Exercise prompt:
Using the records that appear below, write out exactly the lines from the one with "ctx.lineWidth = 4;" through the one with "M362,807L374,831L344,845L328,815Z", keeping both end lines.

Stored data entries
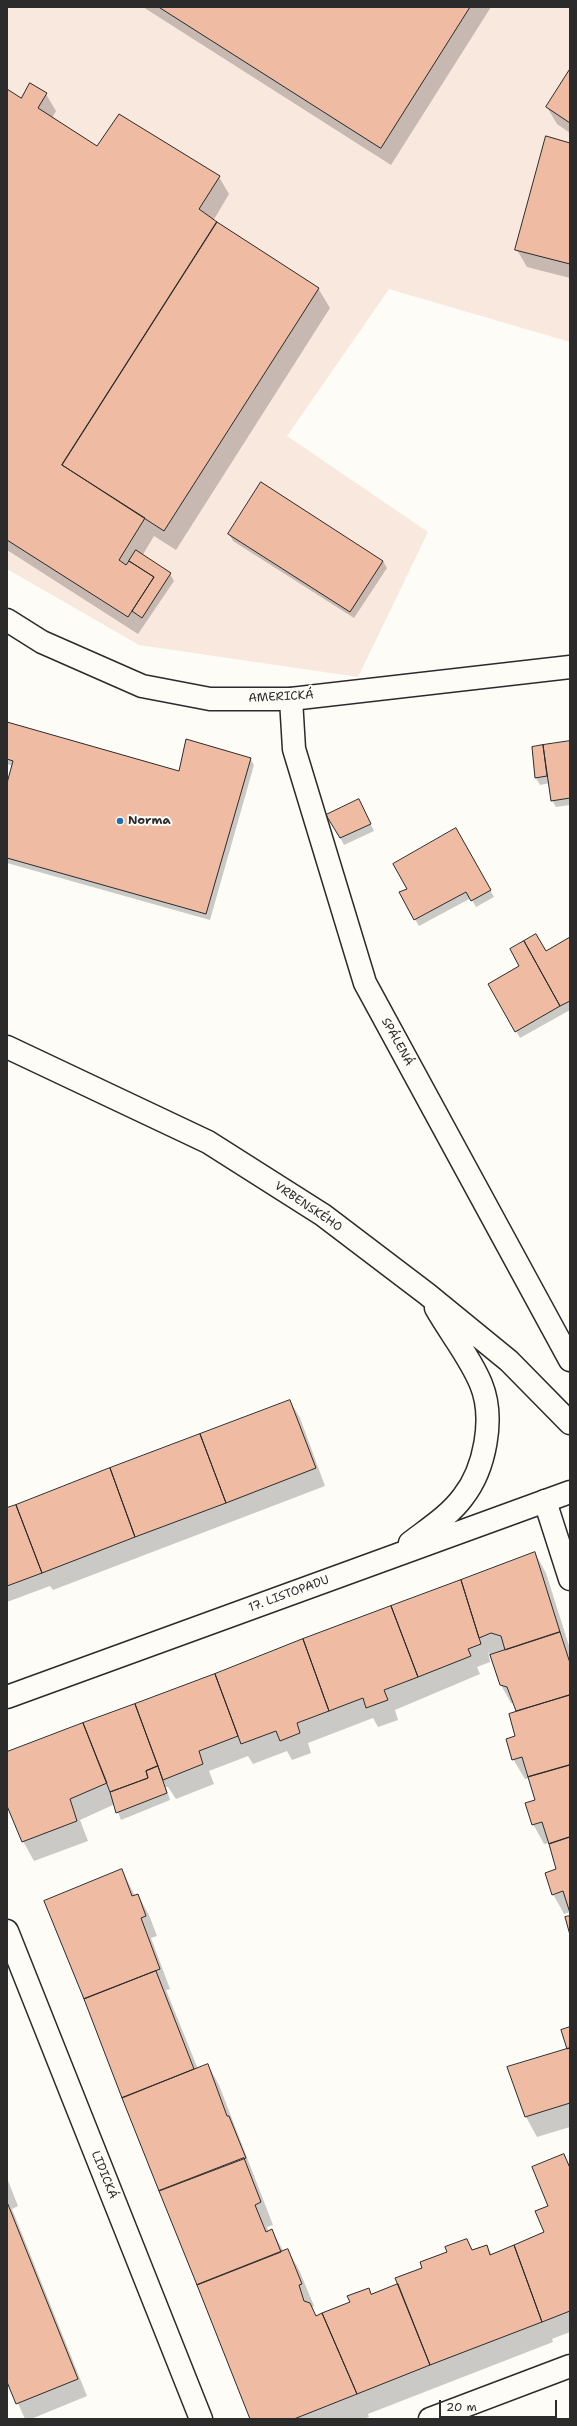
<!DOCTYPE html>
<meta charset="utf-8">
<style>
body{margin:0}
#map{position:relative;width:577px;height:2426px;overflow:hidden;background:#fdfcf7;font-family:"Shantell Sans",sans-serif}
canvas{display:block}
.frame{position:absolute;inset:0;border:8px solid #2b2b2b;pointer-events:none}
.scale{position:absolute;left:439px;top:2400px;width:118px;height:18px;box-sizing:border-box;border:2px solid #2b2b2b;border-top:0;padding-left:5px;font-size:12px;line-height:14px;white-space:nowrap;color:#2b2b2b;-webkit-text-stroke:3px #fdfcf7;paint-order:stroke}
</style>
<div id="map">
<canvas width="577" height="2426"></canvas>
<div class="frame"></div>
<div class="scale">20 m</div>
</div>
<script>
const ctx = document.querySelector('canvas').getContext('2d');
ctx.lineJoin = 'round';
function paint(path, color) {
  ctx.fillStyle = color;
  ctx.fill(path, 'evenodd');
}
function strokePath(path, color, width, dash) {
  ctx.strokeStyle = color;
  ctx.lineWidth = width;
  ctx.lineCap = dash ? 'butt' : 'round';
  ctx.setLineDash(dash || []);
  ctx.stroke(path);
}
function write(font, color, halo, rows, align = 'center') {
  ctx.font = font + ' "Shantell Sans",sans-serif';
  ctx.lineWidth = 4;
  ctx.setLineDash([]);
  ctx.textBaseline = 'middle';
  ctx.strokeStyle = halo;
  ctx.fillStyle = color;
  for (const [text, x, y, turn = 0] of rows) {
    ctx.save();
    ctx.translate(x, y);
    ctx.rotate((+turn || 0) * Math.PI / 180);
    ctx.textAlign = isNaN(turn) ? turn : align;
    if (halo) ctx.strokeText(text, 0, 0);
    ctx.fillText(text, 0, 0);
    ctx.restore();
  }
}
paint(new Path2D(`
 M7,7H570V342L389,289L287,436L428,532L358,677L139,645L7,569Z`), '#f9e8de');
paint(new Path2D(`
 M143,7H491L391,165Z
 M570,71V133L557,124L547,107Z
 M7,90L21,99L46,94L56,111L52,118L98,148L219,177L229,194L213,221L318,288L330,308L176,550L154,536L142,556L170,574L174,581L138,634L7,550Z
 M570,144V278L527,267L517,250Z
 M229,534L383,561L387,568L354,618L233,541Z
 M7,723L180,772L250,758L254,765L210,920L7,863V787L13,766L7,764Z
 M570,742V805L556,807L552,800L550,783L540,785L536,778L533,748Z
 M362,807L374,831L344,845L328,815Z
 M456,830L494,897L476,907L471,898L419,926L400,893L408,889Z
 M570,938V1010L520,1038L489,984Z
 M290,1401L300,1418L325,1486L53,1590L50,1586L7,1602V1509Z
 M535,1553L546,1573L570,1649V1912L564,1914L553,1894L558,1870L549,1843L544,1844L533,1824L536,1800L530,1778L525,1779L513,1759L517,1712L514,1703H511L501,1685L488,1651L490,1662L477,1667L480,1674L395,1710L398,1720L378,1727L373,1718L308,1743L311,1753L292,1760L287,1751L253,1764L248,1756L209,1771L214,1784L176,1799L168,1787H166L170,1800L121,1820L115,1804L80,1820L88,1841L34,1861L23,1841L7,1803V1754Z
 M122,1870L135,1896L138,1895L149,1915L157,1936L151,1938L170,1989L166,1990L198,2069L208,2065L219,2085L273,2225L267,2227L269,2232L272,2231L284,2252L288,2250L300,2272L314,2306L311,2308L317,2317L351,2303L368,2289L372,2295L399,2284L467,2240L473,2251L487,2246L492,2255L546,2233L549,2207L564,2155L570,2167V2332L552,2339L553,2342L368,2414L369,2417L363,2419H251L84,1999Z
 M570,2028V2127L537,2137L526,2117L568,2049Z
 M7,2178L18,2206L12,2209L87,2396L31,2419H25L7,2379Z`), '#0003');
const building = new Path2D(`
 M159,7H470L381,148Z
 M570,69V123L546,107Z
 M30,83L47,93L38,108L97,146L119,114L220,176L199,209L217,222L62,465L145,518L119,560L126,565L129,561L154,577L128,617L7,540V89L21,98Z
 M546,136L570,143V264L515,250Z
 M217,222L319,288L164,531L62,465Z
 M261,482L383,561L350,612L228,534Z
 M136,550L171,573L142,618L132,611L154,577L129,561Z
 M7,722L179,771L186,739L251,758L206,914L7,858V783L13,761L7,759Z
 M570,741V798L551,801L543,745Z
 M543,745L547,776L535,778L532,747Z
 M359,799L371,824L340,838L326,815Z
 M456,828L491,890L471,901L466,892L414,920L399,892L407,889L393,864Z
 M536,934L546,951L570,937V1001L560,1006L524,941Z
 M524,941L560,1006L515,1032L488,984L519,966L510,949Z
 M290,1400L316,1468L226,1503L200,1434Z
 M200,1434L226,1503L135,1537L110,1468Z
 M110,1468L135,1537L42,1573L16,1505Z
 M16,1505L42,1573L7,1586V1508Z
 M535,1552L560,1632L505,1650L501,1636L491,1633L479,1638L461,1580Z
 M461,1580L481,1644L468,1649L471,1656L418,1677L391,1606Z
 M391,1606L418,1677L384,1690L388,1700L366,1708L363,1698L329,1711L303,1639Z
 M560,1632L570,1663V1695L516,1711L507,1687L500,1685L490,1655Z
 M303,1639L329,1711L297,1723L300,1733L280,1741L276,1731L241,1744L215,1674Z
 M215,1674L238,1736L199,1751L203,1764L163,1780L135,1704Z
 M570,1695V1765L528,1777L522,1757L512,1760L506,1739L515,1736L509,1714Z
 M135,1704L158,1766L146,1771L148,1778L110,1792L83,1723Z
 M83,1723L107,1783L70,1799L77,1821L22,1842L7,1806V1752Z
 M570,1765V1837L549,1844L542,1822L532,1825L525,1803L535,1800L528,1777Z
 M158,1766L167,1793L116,1813L110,1792L148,1778L146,1771Z
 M570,1837V1913L563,1891L552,1895L545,1873L556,1869L549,1844Z
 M122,1869L132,1896L138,1894L146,1916L141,1918L160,1969L84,1999L44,1901Z
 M568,1916H570V1935L565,1917Z
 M156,1971L194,2069L122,2098L84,1999Z
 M570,2027V2048L567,2049L561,2030Z
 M570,2048V2103L525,2117L507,2067Z
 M208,2064L227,2116H229L246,2158L159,2191L122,2098Z
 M564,2154L570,2168V2311L542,2322L514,2245L544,2232L535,2211L548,2206L532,2167Z
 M244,2158L261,2202L255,2205L266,2232L272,2229L281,2252L197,2285L159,2191Z
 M7,2202L78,2379L16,2404L7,2382Z
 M467,2239L472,2250L487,2245L490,2255L514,2245L542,2322L430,2365L395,2278L422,2268L420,2262L447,2252L445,2247Z
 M288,2249L302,2284L299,2285L304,2301L310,2303L316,2316L322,2313L357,2394L294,2419H250L197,2285Z
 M398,2284L430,2365L357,2394L322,2313L350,2302L347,2296L369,2288L371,2294Z`);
paint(building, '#efbba2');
strokePath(building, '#2b2b2b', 1);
const street = new Path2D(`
 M291,699L294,749L365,983L570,1360
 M545,1501L570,1579
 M7,1931L201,2419
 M430,2419L570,2366`);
const secondary = new Path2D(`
 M7,620L42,642L142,686L210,699H291L570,667
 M7,1047L208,1142L323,1215L427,1294L509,1361L570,1423
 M410,1543C428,1529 449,1516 463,1497C485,1469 495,1418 481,1384C470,1357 450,1333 436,1308
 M7,1697L570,1492`);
strokePath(street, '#2b2b2b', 25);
strokePath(secondary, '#2b2b2b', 25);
strokePath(street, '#fdfcf7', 22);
strokePath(secondary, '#fdfcf7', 22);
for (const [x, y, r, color] of [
 [120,821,4,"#1f6fb2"]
]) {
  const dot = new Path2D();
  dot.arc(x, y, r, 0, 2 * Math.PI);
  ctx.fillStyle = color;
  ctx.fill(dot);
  strokePath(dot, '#fdfcf7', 1.5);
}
write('12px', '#2b2b2b', '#fdfcf7', [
 ["AMERICKÁ",281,697,-3],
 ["SPÁLENÁ",397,1042,61],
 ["VRBENSKÉHO",308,1207,34],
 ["17. LISTOPADU",289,1594,-20],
 ["LIDICKÁ",104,2175,68]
]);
write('bold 12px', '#2b2b2b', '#fdfcf7', [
 ["Norma",128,821]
], 'left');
</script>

Task solution:
  ctx.lineWidth = 4;
  ctx.setLineDash([]);
  ctx.textBaseline = 'middle';
  ctx.strokeStyle = halo;
  ctx.fillStyle = color;
  for (const [text, x, y, turn = 0] of rows) {
    ctx.save();
    ctx.translate(x, y);
    ctx.rotate((+turn || 0) * Math.PI / 180);
    ctx.textAlign = isNaN(turn) ? turn : align;
    if (halo) ctx.strokeText(text, 0, 0);
    ctx.fillText(text, 0, 0);
    ctx.restore();
  }
}
paint(new Path2D(`
 M7,7H570V342L389,289L287,436L428,532L358,677L139,645L7,569Z`), '#f9e8de');
paint(new Path2D(`
 M143,7H491L391,165Z
 M570,71V133L557,124L547,107Z
 M7,90L21,99L46,94L56,111L52,118L98,148L219,177L229,194L213,221L318,288L330,308L176,550L154,536L142,556L170,574L174,581L138,634L7,550Z
 M570,144V278L527,267L517,250Z
 M229,534L383,561L387,568L354,618L233,541Z
 M7,723L180,772L250,758L254,765L210,920L7,863V787L13,766L7,764Z
 M570,742V805L556,807L552,800L550,783L540,785L536,778L533,748Z
 M362,807L374,831L344,845L328,815Z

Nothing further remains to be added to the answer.